Print the listing below in its entirety, character for character.

> [Information given]:
>>>>
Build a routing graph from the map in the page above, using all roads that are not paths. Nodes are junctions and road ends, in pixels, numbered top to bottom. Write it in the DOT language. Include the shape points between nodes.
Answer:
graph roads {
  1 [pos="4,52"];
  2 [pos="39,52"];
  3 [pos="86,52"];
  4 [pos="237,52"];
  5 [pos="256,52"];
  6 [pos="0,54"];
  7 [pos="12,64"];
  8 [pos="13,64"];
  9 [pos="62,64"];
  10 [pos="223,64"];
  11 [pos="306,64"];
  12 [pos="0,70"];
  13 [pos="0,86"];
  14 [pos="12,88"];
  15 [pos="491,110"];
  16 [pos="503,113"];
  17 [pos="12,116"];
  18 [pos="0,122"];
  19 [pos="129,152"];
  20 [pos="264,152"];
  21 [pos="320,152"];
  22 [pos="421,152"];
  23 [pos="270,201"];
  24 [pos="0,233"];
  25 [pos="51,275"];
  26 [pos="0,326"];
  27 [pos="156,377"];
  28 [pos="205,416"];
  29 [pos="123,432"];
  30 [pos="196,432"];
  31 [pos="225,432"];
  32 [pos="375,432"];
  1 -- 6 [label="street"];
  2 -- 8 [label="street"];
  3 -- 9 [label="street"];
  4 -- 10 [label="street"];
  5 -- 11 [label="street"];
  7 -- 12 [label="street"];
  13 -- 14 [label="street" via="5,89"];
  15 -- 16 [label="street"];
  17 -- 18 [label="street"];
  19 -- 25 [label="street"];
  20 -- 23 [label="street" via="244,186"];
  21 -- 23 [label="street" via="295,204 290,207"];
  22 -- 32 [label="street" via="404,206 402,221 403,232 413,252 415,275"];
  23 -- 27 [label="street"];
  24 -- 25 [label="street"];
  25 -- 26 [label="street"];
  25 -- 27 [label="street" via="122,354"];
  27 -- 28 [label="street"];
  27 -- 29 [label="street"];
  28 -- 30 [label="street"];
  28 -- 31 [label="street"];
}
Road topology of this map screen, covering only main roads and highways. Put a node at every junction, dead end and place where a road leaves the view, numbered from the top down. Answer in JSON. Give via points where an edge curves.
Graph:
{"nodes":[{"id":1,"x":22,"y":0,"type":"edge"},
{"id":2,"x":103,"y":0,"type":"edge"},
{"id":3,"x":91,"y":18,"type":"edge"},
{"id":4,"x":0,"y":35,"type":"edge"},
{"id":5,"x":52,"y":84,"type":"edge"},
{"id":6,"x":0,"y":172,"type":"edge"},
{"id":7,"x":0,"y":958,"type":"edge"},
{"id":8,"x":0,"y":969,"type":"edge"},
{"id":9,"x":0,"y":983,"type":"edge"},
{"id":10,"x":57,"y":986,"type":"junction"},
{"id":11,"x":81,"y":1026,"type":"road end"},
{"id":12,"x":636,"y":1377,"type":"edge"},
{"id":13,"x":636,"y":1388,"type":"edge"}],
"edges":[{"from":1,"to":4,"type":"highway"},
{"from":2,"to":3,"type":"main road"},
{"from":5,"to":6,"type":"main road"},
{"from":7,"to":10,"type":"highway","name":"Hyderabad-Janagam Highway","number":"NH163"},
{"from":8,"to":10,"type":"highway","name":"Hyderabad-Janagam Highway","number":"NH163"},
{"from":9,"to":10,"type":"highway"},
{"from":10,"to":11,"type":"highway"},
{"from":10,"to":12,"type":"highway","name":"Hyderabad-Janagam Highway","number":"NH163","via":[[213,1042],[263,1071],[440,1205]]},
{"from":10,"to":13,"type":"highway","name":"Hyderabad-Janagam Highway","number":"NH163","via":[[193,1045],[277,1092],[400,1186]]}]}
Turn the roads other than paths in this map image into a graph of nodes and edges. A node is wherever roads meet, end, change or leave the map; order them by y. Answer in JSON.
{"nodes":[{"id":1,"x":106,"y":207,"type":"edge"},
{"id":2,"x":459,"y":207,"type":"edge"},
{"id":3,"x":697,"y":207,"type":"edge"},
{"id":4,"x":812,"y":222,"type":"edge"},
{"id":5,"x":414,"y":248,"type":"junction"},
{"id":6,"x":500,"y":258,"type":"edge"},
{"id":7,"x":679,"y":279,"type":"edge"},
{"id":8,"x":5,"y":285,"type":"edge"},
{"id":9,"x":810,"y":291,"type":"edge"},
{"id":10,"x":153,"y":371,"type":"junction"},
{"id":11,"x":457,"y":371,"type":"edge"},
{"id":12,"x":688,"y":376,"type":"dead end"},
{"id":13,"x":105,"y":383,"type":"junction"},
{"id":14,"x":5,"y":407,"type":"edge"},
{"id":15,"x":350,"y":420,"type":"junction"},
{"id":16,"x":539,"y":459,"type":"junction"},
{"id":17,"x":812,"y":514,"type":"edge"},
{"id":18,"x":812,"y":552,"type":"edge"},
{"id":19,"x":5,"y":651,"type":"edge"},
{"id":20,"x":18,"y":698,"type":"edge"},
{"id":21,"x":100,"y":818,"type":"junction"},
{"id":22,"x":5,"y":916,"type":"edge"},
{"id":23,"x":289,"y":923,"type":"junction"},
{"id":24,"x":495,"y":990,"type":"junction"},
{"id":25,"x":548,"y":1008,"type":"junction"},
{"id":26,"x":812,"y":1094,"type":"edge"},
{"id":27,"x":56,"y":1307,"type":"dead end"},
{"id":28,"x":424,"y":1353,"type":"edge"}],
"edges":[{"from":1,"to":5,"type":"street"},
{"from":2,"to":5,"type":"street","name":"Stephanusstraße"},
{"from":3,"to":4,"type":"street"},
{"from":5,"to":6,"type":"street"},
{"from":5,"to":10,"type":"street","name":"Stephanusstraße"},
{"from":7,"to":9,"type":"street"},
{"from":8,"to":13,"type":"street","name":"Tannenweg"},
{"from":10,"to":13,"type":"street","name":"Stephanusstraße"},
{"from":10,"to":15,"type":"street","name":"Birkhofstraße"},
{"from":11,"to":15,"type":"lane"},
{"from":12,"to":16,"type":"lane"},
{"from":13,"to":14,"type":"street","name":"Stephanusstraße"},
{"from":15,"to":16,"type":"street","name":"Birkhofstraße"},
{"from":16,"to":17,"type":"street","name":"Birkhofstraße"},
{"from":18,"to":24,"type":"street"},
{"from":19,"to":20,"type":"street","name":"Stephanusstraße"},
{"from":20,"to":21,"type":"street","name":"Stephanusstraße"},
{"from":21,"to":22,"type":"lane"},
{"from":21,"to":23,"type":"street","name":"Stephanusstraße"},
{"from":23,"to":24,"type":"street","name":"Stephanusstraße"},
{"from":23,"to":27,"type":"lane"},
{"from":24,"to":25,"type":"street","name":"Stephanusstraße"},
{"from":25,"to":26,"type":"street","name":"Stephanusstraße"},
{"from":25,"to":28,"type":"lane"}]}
<<<<
> [Response to this task]:
Build a routing graph from the map in the page above, using all roads that are not paths. Nodes are junctions and road ends, in pixels, numbered top to bottom. Write it in the DOT language. Include the shape points between nodes.
Answer:
graph roads {
  1 [pos="4,52"];
  2 [pos="39,52"];
  3 [pos="86,52"];
  4 [pos="237,52"];
  5 [pos="256,52"];
  6 [pos="0,54"];
  7 [pos="12,64"];
  8 [pos="13,64"];
  9 [pos="62,64"];
  10 [pos="223,64"];
  11 [pos="306,64"];
  12 [pos="0,70"];
  13 [pos="0,86"];
  14 [pos="12,88"];
  15 [pos="491,110"];
  16 [pos="503,113"];
  17 [pos="12,116"];
  18 [pos="0,122"];
  19 [pos="129,152"];
  20 [pos="264,152"];
  21 [pos="320,152"];
  22 [pos="421,152"];
  23 [pos="270,201"];
  24 [pos="0,233"];
  25 [pos="51,275"];
  26 [pos="0,326"];
  27 [pos="156,377"];
  28 [pos="205,416"];
  29 [pos="123,432"];
  30 [pos="196,432"];
  31 [pos="225,432"];
  32 [pos="375,432"];
  1 -- 6 [label="street"];
  2 -- 8 [label="street"];
  3 -- 9 [label="street"];
  4 -- 10 [label="street"];
  5 -- 11 [label="street"];
  7 -- 12 [label="street"];
  13 -- 14 [label="street" via="5,89"];
  15 -- 16 [label="street"];
  17 -- 18 [label="street"];
  19 -- 25 [label="street"];
  20 -- 23 [label="street" via="244,186"];
  21 -- 23 [label="street" via="295,204 290,207"];
  22 -- 32 [label="street" via="404,206 402,221 403,232 413,252 415,275"];
  23 -- 27 [label="street"];
  24 -- 25 [label="street"];
  25 -- 26 [label="street"];
  25 -- 27 [label="street" via="122,354"];
  27 -- 28 [label="street"];
  27 -- 29 [label="street"];
  28 -- 30 [label="street"];
  28 -- 31 [label="street"];
}
Road topology of this map screen, covering only main roads and highways. Put a node at every junction, dead end and place where a road leaves the view, numbered from the top down. Answer in JSON. Give via points where an edge curves.
Graph:
{"nodes":[{"id":1,"x":22,"y":0,"type":"edge"},
{"id":2,"x":103,"y":0,"type":"edge"},
{"id":3,"x":91,"y":18,"type":"edge"},
{"id":4,"x":0,"y":35,"type":"edge"},
{"id":5,"x":52,"y":84,"type":"edge"},
{"id":6,"x":0,"y":172,"type":"edge"},
{"id":7,"x":0,"y":958,"type":"edge"},
{"id":8,"x":0,"y":969,"type":"edge"},
{"id":9,"x":0,"y":983,"type":"edge"},
{"id":10,"x":57,"y":986,"type":"junction"},
{"id":11,"x":81,"y":1026,"type":"road end"},
{"id":12,"x":636,"y":1377,"type":"edge"},
{"id":13,"x":636,"y":1388,"type":"edge"}],
"edges":[{"from":1,"to":4,"type":"highway"},
{"from":2,"to":3,"type":"main road"},
{"from":5,"to":6,"type":"main road"},
{"from":7,"to":10,"type":"highway","name":"Hyderabad-Janagam Highway","number":"NH163"},
{"from":8,"to":10,"type":"highway","name":"Hyderabad-Janagam Highway","number":"NH163"},
{"from":9,"to":10,"type":"highway"},
{"from":10,"to":11,"type":"highway"},
{"from":10,"to":12,"type":"highway","name":"Hyderabad-Janagam Highway","number":"NH163","via":[[213,1042],[263,1071],[440,1205]]},
{"from":10,"to":13,"type":"highway","name":"Hyderabad-Janagam Highway","number":"NH163","via":[[193,1045],[277,1092],[400,1186]]}]}
Turn the roads other than paths in this map image into a graph of nodes and edges. A node is wherever roads meet, end, change or leave the map; order them by y. Answer in JSON.
{"nodes":[{"id":1,"x":106,"y":207,"type":"edge"},
{"id":2,"x":459,"y":207,"type":"edge"},
{"id":3,"x":697,"y":207,"type":"edge"},
{"id":4,"x":812,"y":222,"type":"edge"},
{"id":5,"x":414,"y":248,"type":"junction"},
{"id":6,"x":500,"y":258,"type":"edge"},
{"id":7,"x":679,"y":279,"type":"edge"},
{"id":8,"x":5,"y":285,"type":"edge"},
{"id":9,"x":810,"y":291,"type":"edge"},
{"id":10,"x":153,"y":371,"type":"junction"},
{"id":11,"x":457,"y":371,"type":"edge"},
{"id":12,"x":688,"y":376,"type":"dead end"},
{"id":13,"x":105,"y":383,"type":"junction"},
{"id":14,"x":5,"y":407,"type":"edge"},
{"id":15,"x":350,"y":420,"type":"junction"},
{"id":16,"x":539,"y":459,"type":"junction"},
{"id":17,"x":812,"y":514,"type":"edge"},
{"id":18,"x":812,"y":552,"type":"edge"},
{"id":19,"x":5,"y":651,"type":"edge"},
{"id":20,"x":18,"y":698,"type":"edge"},
{"id":21,"x":100,"y":818,"type":"junction"},
{"id":22,"x":5,"y":916,"type":"edge"},
{"id":23,"x":289,"y":923,"type":"junction"},
{"id":24,"x":495,"y":990,"type":"junction"},
{"id":25,"x":548,"y":1008,"type":"junction"},
{"id":26,"x":812,"y":1094,"type":"edge"},
{"id":27,"x":56,"y":1307,"type":"dead end"},
{"id":28,"x":424,"y":1353,"type":"edge"}],
"edges":[{"from":1,"to":5,"type":"street"},
{"from":2,"to":5,"type":"street","name":"Stephanusstraße"},
{"from":3,"to":4,"type":"street"},
{"from":5,"to":6,"type":"street"},
{"from":5,"to":10,"type":"street","name":"Stephanusstraße"},
{"from":7,"to":9,"type":"street"},
{"from":8,"to":13,"type":"street","name":"Tannenweg"},
{"from":10,"to":13,"type":"street","name":"Stephanusstraße"},
{"from":10,"to":15,"type":"street","name":"Birkhofstraße"},
{"from":11,"to":15,"type":"lane"},
{"from":12,"to":16,"type":"lane"},
{"from":13,"to":14,"type":"street","name":"Stephanusstraße"},
{"from":15,"to":16,"type":"street","name":"Birkhofstraße"},
{"from":16,"to":17,"type":"street","name":"Birkhofstraße"},
{"from":18,"to":24,"type":"street"},
{"from":19,"to":20,"type":"street","name":"Stephanusstraße"},
{"from":20,"to":21,"type":"street","name":"Stephanusstraße"},
{"from":21,"to":22,"type":"lane"},
{"from":21,"to":23,"type":"street","name":"Stephanusstraße"},
{"from":23,"to":24,"type":"street","name":"Stephanusstraße"},
{"from":23,"to":27,"type":"lane"},
{"from":24,"to":25,"type":"street","name":"Stephanusstraße"},
{"from":25,"to":26,"type":"street","name":"Stephanusstraße"},
{"from":25,"to":28,"type":"lane"}]}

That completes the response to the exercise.